● What is required: Since the records include pictures, leave those out while you reproduce exactly and only the lines from the one containing "ring tip: (335, 341)" through the one containing "index mcp: (236, 163)", inclusive.

● Stored data entries:

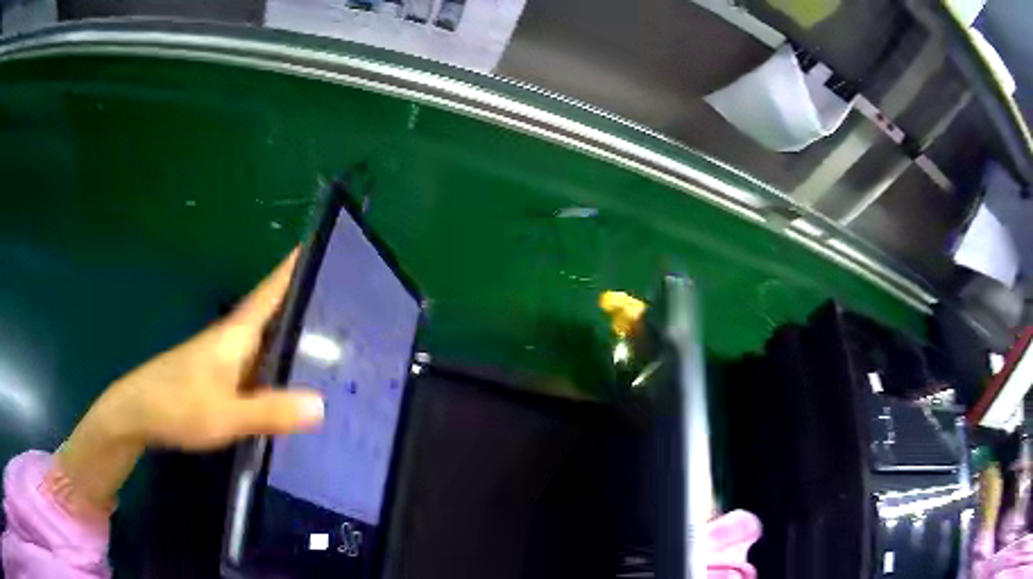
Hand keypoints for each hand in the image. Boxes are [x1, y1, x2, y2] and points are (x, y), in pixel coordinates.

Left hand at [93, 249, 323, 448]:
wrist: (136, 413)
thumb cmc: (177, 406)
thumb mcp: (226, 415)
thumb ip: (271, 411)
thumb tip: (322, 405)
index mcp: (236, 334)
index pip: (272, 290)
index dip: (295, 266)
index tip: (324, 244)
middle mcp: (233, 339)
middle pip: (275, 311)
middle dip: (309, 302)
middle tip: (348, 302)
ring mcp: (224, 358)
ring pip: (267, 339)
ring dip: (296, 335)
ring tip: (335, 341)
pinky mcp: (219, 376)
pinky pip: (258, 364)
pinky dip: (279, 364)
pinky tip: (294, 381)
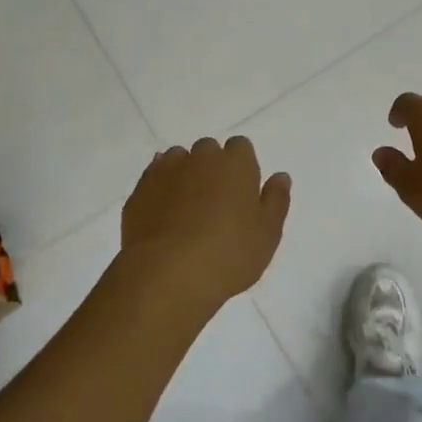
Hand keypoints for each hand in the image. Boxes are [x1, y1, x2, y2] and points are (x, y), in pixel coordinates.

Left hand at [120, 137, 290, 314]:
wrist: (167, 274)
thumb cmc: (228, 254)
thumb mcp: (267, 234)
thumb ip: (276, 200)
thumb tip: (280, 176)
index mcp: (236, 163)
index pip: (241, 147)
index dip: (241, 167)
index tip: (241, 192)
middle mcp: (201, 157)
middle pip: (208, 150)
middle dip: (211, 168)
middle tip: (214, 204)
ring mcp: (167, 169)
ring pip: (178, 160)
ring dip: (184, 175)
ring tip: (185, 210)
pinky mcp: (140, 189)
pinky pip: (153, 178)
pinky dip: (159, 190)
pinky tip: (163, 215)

...

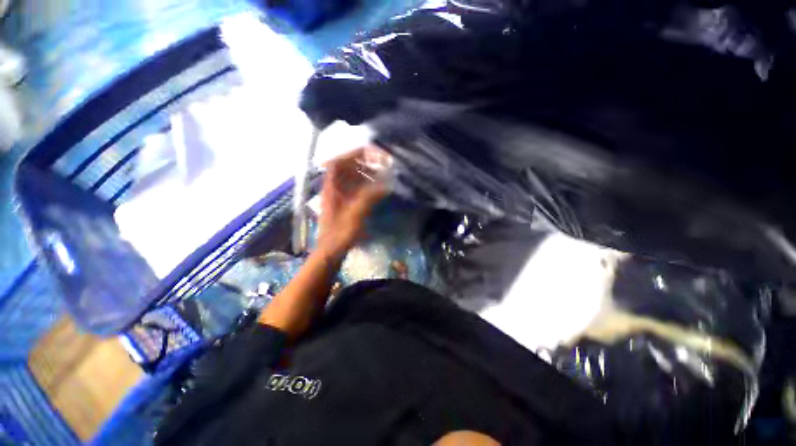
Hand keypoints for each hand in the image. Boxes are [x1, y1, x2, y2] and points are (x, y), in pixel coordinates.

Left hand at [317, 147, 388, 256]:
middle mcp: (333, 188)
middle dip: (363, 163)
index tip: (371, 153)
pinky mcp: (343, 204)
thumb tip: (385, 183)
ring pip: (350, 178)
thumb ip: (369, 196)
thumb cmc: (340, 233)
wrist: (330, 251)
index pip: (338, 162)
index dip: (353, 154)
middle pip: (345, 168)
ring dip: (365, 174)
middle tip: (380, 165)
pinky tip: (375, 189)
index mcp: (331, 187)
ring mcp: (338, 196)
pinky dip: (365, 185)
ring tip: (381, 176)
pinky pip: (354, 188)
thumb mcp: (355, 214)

● Final answer:
ring tip: (335, 341)
pinky mcp: (219, 376)
pinky pip: (258, 364)
pinky dip: (279, 364)
pinky tip: (294, 381)
Hand keypoints for each hand in the image. Boxes are [x1, y1, x2, y2] and points are (x, y), in pixel coordinates.

Left hand at [120, 137, 290, 314]:
wrist: (167, 274)
thumb cmc: (228, 254)
thumb mcp: (267, 234)
thumb ip: (276, 200)
thumb tip: (280, 176)
index mcp: (236, 163)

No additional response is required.